The type of woman who is desperate, etc.

Plus, men automatically think if they hear of a wife who wants more sex than the husband that the wife must not be that attractive.
The women that I have been exposed to think that I must somehow have it easier than they do, with childcare responsibilities or finances, etc. They are surprised to learn that this isn't the case--it is just simply that I like sex.

What else.....oh, I think the biggest one would be that all men are horny and if the husbands don't want sex, then the wife is doing something wrong. Either she nags him or she sucks in bed, whatever.

I don't really mind debunking myths (I have had to do it with a lot of other choices that I make in life, such as having babies at home) but this one feels personal somehow. I don't want people going home and speculating on me and my H's sex life and what it could be that I'm doing to turn him off, etc.
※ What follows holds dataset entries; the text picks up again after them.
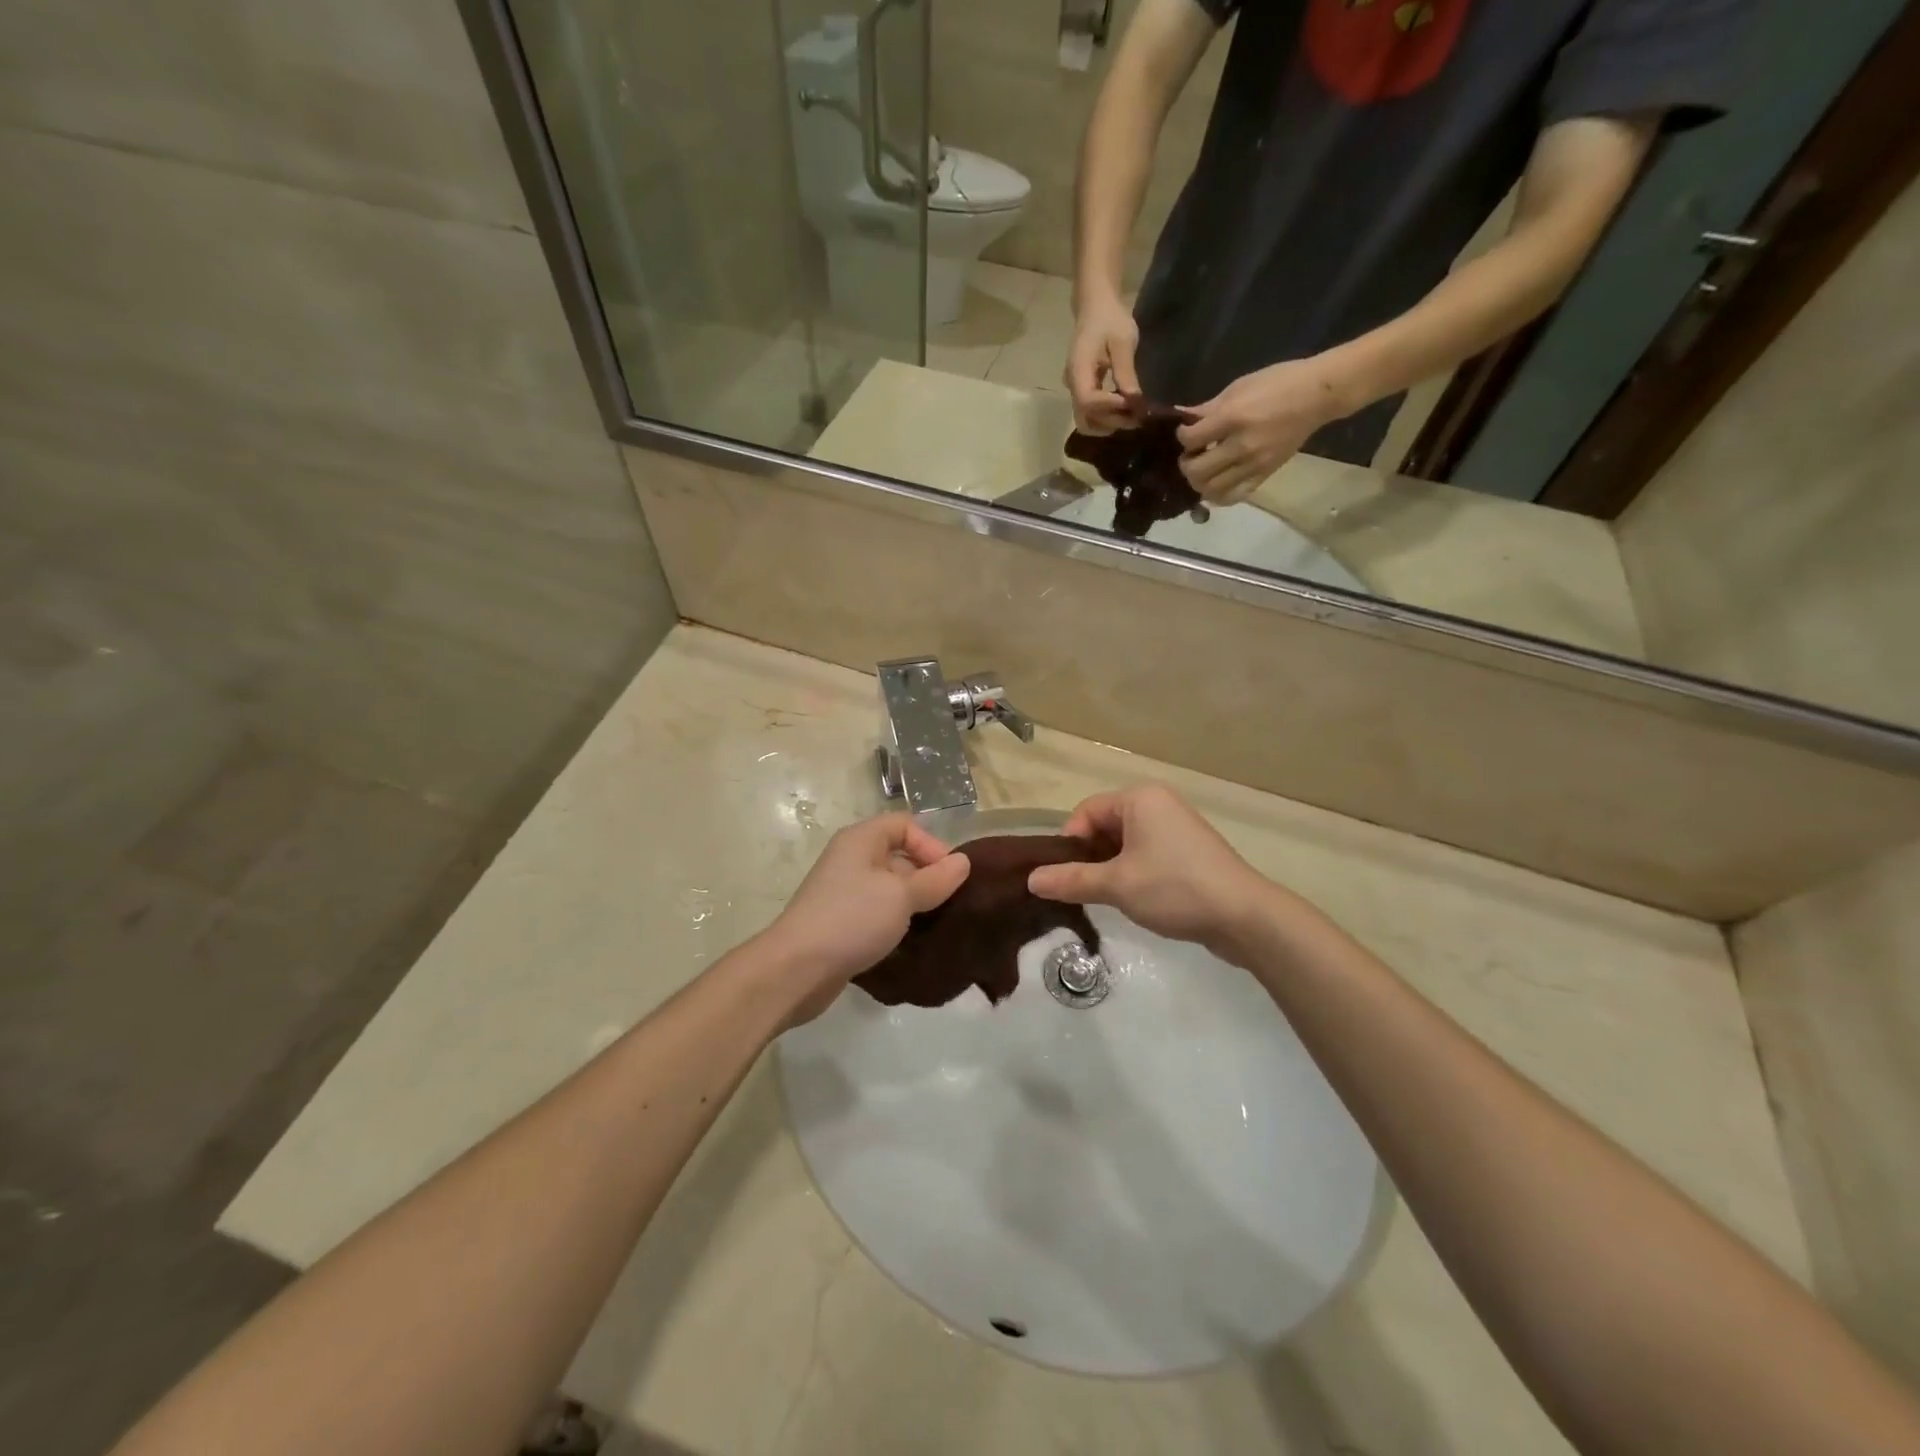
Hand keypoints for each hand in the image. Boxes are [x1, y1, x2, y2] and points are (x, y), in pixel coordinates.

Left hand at [760, 814, 969, 1022]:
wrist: (796, 969)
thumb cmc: (851, 919)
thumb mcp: (901, 896)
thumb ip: (935, 879)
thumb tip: (964, 862)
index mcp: (861, 840)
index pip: (905, 825)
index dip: (931, 844)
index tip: (950, 876)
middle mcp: (851, 859)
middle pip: (898, 855)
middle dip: (927, 876)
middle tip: (951, 903)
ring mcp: (844, 892)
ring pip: (889, 888)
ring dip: (914, 903)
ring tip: (938, 923)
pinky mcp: (842, 923)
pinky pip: (877, 913)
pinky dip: (896, 922)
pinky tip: (913, 941)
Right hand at [1027, 783, 1275, 958]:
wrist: (1244, 916)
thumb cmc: (1175, 888)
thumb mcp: (1116, 885)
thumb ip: (1071, 880)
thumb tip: (1031, 880)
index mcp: (1139, 798)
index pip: (1086, 812)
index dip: (1069, 843)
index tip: (1065, 877)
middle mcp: (1158, 803)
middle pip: (1105, 825)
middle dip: (1089, 857)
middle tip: (1081, 890)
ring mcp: (1177, 827)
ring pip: (1126, 843)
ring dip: (1110, 868)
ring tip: (1106, 898)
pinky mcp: (1189, 851)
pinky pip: (1147, 853)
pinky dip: (1133, 872)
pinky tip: (1134, 899)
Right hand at [1064, 290, 1141, 434]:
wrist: (1096, 307)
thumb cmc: (1110, 319)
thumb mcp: (1122, 341)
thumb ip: (1126, 372)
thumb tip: (1134, 401)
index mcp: (1078, 370)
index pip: (1088, 400)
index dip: (1110, 407)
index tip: (1132, 403)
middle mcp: (1073, 385)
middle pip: (1086, 418)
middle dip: (1111, 421)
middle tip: (1137, 416)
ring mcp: (1076, 390)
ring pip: (1087, 421)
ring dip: (1109, 424)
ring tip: (1132, 415)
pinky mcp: (1084, 391)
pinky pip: (1091, 414)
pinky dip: (1107, 418)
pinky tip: (1125, 410)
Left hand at [1176, 357, 1348, 502]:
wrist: (1318, 395)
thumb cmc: (1278, 382)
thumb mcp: (1239, 387)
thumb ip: (1208, 408)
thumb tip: (1182, 418)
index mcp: (1233, 418)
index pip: (1191, 440)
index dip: (1182, 436)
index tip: (1187, 432)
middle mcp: (1242, 446)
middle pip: (1197, 471)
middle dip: (1186, 464)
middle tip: (1191, 454)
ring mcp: (1254, 464)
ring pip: (1211, 489)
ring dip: (1199, 482)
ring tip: (1203, 469)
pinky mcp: (1265, 475)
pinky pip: (1233, 496)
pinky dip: (1218, 495)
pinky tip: (1216, 483)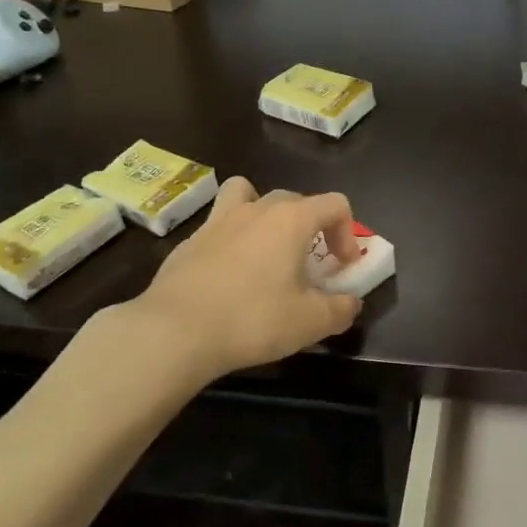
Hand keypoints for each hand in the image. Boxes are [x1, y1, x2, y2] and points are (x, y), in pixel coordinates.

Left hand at [127, 178, 362, 383]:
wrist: (174, 331)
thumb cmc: (252, 319)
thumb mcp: (310, 323)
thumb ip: (340, 310)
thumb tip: (351, 304)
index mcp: (291, 220)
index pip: (335, 204)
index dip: (348, 232)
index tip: (342, 265)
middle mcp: (256, 209)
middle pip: (294, 200)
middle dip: (311, 227)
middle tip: (310, 263)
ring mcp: (218, 221)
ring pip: (247, 194)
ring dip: (263, 213)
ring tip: (265, 247)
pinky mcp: (189, 241)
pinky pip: (219, 226)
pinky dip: (232, 240)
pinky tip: (229, 276)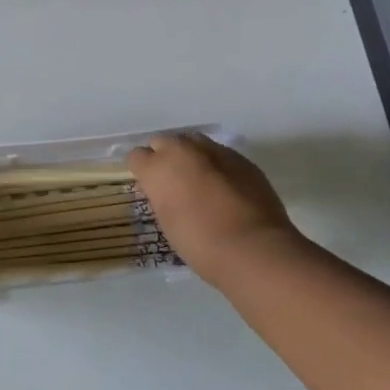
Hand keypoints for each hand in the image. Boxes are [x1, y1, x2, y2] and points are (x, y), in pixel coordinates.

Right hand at [126, 133, 302, 283]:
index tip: (148, 187)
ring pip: (192, 142)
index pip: (136, 157)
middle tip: (172, 183)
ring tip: (199, 181)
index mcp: (157, 168)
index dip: (141, 171)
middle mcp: (182, 150)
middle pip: (163, 142)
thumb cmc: (200, 244)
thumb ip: (161, 197)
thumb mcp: (167, 222)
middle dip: (164, 157)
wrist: (253, 248)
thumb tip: (163, 190)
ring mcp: (213, 150)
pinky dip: (217, 165)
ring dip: (190, 156)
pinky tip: (225, 187)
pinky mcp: (240, 158)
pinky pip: (219, 154)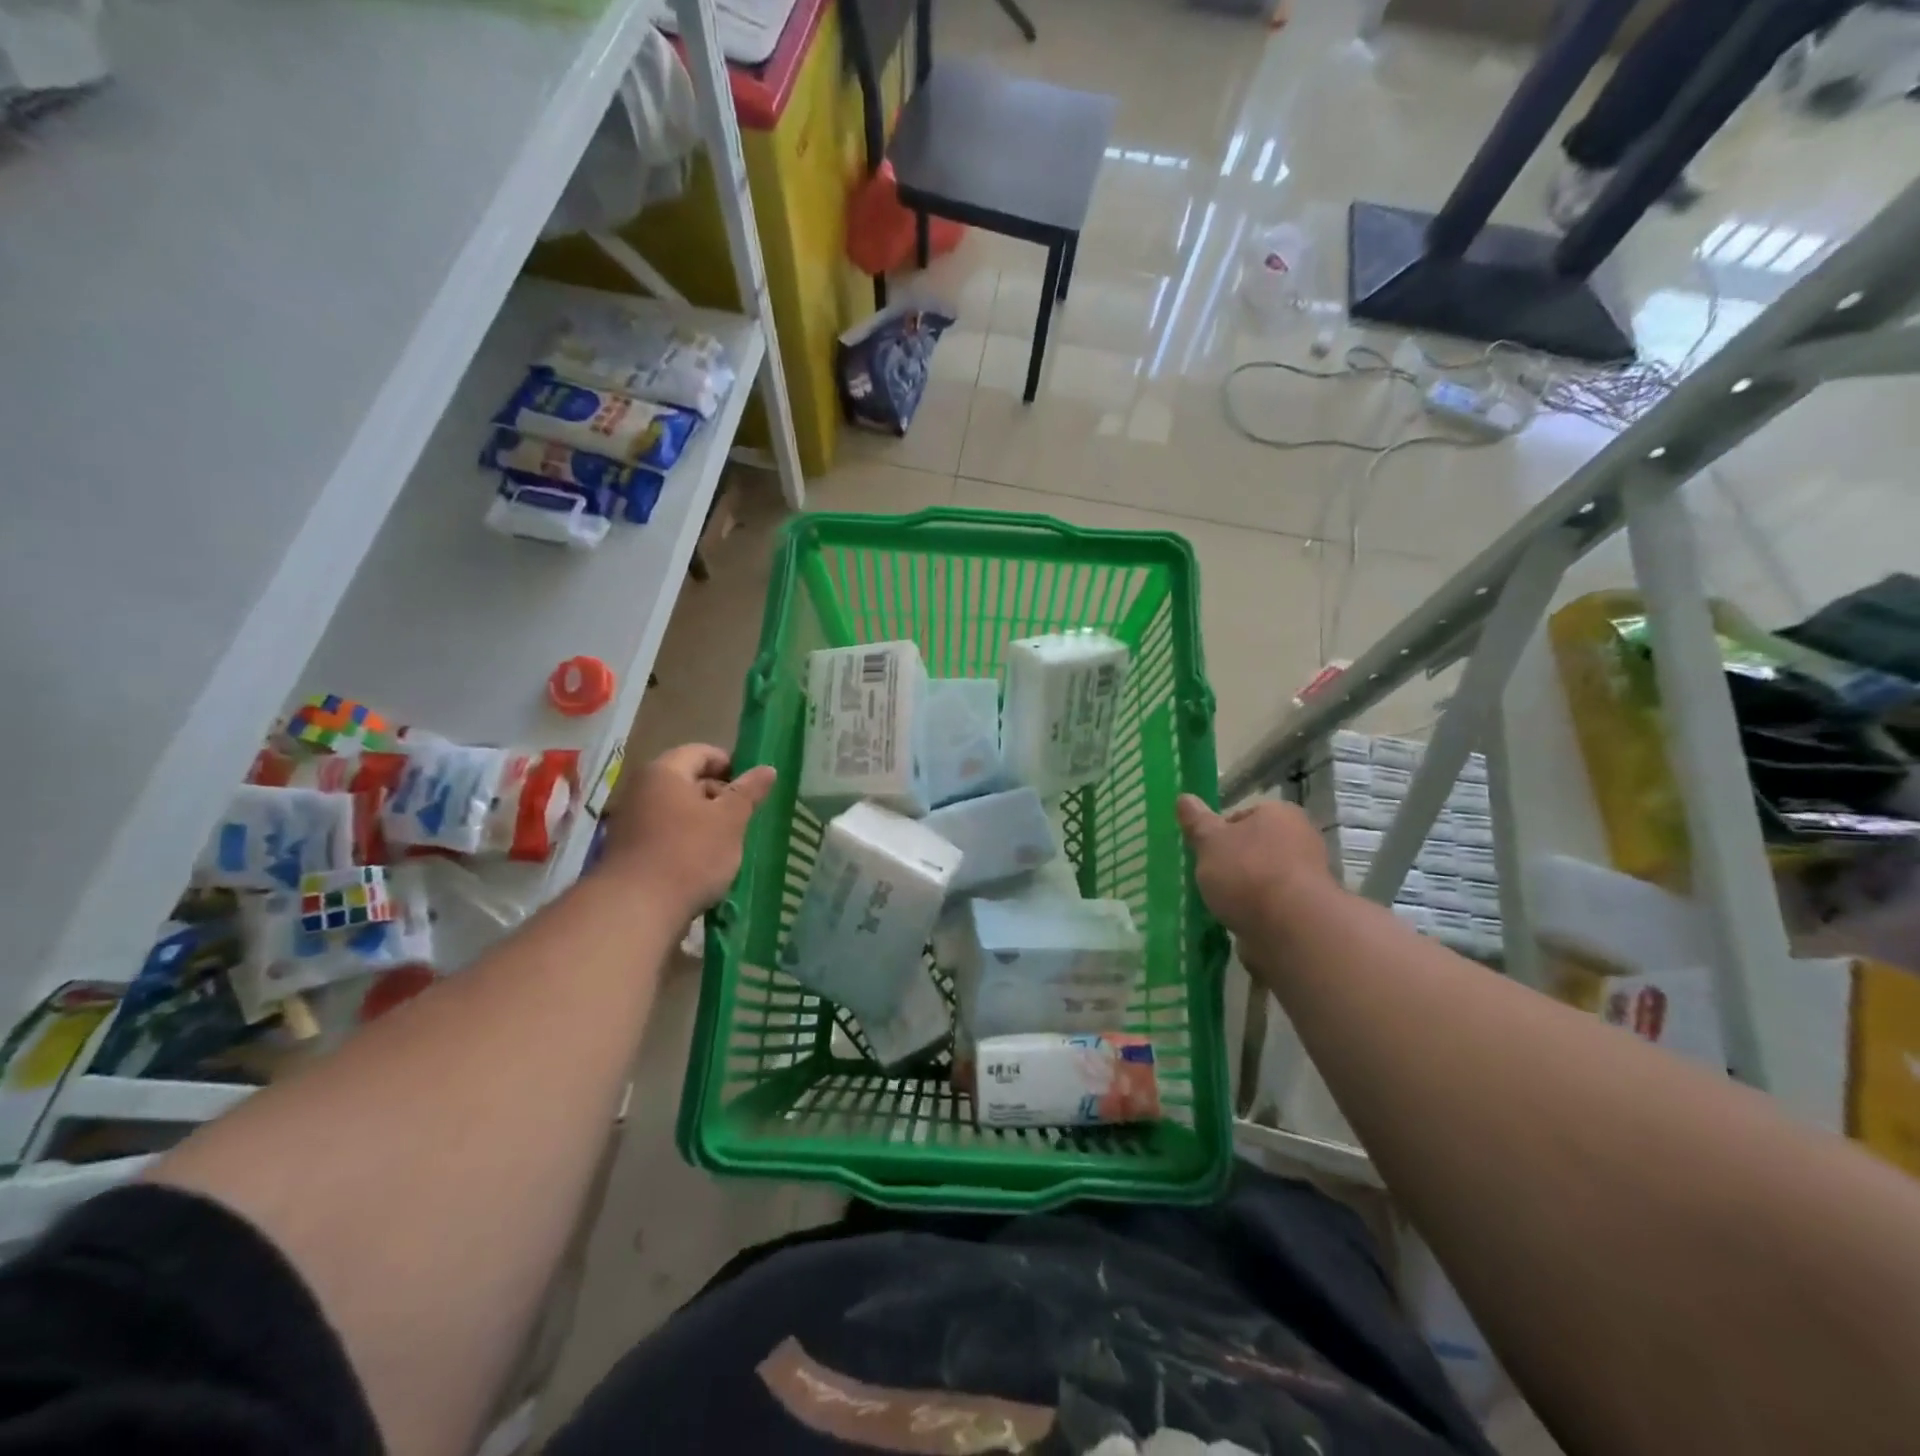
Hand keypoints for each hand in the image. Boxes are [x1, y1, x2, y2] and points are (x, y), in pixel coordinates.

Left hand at [599, 744, 775, 917]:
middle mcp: (641, 789)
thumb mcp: (730, 820)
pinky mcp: (628, 850)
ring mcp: (630, 820)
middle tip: (744, 818)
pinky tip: (703, 864)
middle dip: (718, 796)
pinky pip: (664, 834)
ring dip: (704, 822)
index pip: (701, 752)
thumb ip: (749, 792)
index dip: (730, 765)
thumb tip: (767, 768)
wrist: (636, 909)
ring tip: (728, 844)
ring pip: (677, 810)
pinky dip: (685, 842)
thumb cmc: (690, 854)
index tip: (751, 788)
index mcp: (664, 772)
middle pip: (687, 780)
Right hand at [1176, 795, 1333, 934]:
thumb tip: (1184, 798)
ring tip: (1220, 905)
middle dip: (1231, 863)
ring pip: (1262, 878)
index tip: (1203, 852)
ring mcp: (1308, 877)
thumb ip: (1196, 821)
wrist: (1291, 929)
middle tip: (1208, 879)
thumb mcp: (1210, 841)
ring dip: (1243, 891)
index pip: (1241, 816)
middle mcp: (1300, 839)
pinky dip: (1256, 913)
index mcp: (1279, 814)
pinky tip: (1238, 923)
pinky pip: (1272, 906)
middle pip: (1253, 847)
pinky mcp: (1307, 911)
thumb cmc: (1247, 872)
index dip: (1218, 833)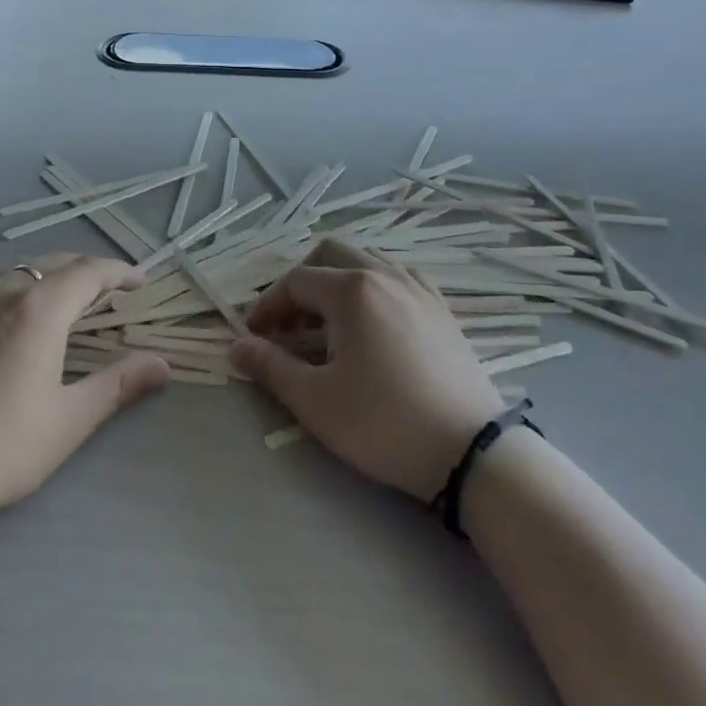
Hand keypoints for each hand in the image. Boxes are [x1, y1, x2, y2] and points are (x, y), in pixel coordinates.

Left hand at [0, 253, 169, 536]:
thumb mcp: (67, 421)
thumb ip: (118, 385)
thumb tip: (163, 363)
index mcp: (39, 308)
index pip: (90, 271)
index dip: (121, 273)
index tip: (142, 284)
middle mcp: (1, 294)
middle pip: (53, 265)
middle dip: (87, 272)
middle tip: (110, 293)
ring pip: (17, 277)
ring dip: (49, 282)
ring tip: (66, 308)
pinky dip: (16, 299)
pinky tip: (12, 334)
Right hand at [230, 241, 505, 500]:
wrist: (470, 451)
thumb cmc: (383, 422)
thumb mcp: (315, 400)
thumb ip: (270, 367)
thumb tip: (235, 347)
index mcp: (351, 289)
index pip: (295, 282)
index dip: (267, 306)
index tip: (253, 337)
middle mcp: (384, 275)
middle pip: (330, 255)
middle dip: (300, 283)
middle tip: (287, 323)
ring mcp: (418, 288)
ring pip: (366, 260)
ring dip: (336, 281)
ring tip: (326, 323)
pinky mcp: (441, 309)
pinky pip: (397, 278)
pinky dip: (372, 288)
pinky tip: (371, 323)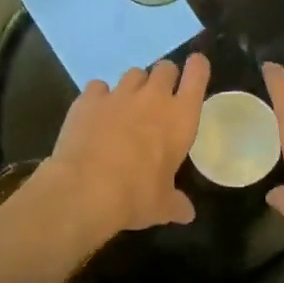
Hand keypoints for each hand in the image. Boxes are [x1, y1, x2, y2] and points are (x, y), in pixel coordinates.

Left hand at [35, 54, 210, 238]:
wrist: (86, 189)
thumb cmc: (136, 196)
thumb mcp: (162, 206)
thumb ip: (176, 204)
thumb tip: (186, 214)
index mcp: (180, 118)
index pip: (197, 75)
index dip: (197, 67)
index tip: (196, 68)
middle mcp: (153, 97)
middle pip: (165, 67)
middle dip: (165, 78)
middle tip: (159, 98)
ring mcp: (119, 94)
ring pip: (133, 73)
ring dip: (135, 86)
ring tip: (127, 106)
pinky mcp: (88, 99)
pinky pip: (99, 86)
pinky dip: (100, 96)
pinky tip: (96, 113)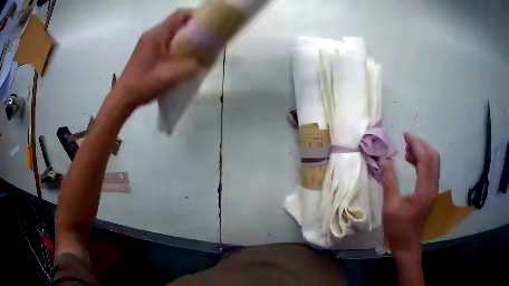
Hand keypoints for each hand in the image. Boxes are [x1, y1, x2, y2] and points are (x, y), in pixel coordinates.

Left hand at [115, 9, 198, 107]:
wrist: (123, 97)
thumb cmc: (144, 83)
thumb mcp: (170, 76)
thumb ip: (190, 67)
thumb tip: (204, 62)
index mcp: (157, 35)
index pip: (179, 15)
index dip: (196, 16)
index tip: (208, 25)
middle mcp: (152, 34)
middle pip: (176, 22)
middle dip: (192, 27)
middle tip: (205, 38)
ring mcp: (148, 42)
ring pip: (171, 32)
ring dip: (184, 37)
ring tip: (196, 48)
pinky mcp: (146, 50)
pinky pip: (165, 40)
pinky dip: (176, 44)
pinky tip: (181, 57)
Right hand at [383, 133, 439, 254]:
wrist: (407, 244)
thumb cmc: (398, 228)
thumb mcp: (390, 207)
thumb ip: (390, 183)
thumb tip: (388, 161)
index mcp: (424, 190)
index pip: (425, 159)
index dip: (416, 145)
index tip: (405, 135)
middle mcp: (432, 187)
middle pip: (433, 157)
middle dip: (421, 145)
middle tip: (407, 140)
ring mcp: (433, 190)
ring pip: (434, 163)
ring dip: (423, 152)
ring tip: (408, 150)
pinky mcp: (431, 193)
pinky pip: (431, 170)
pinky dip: (423, 161)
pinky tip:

The fact is that not all men are horndogs, any more than all women have lower libidos than their mates. There is a whole spectrum of sexuality and I fall somewhere on the medium high section.
There is nothing that I can do to change myself, and there is nothing that my H can do to change himself. We will just continue to work with each other and we will get through this marital disparity, I'm sure of it.
I have no illusions about my H suddenly turning HD, although his desire level has shot up over the years simply because he stopped withholding and because he keeps it in his mind (due to my insistence that it stay a high priority) and THIS helps him remember to be horny.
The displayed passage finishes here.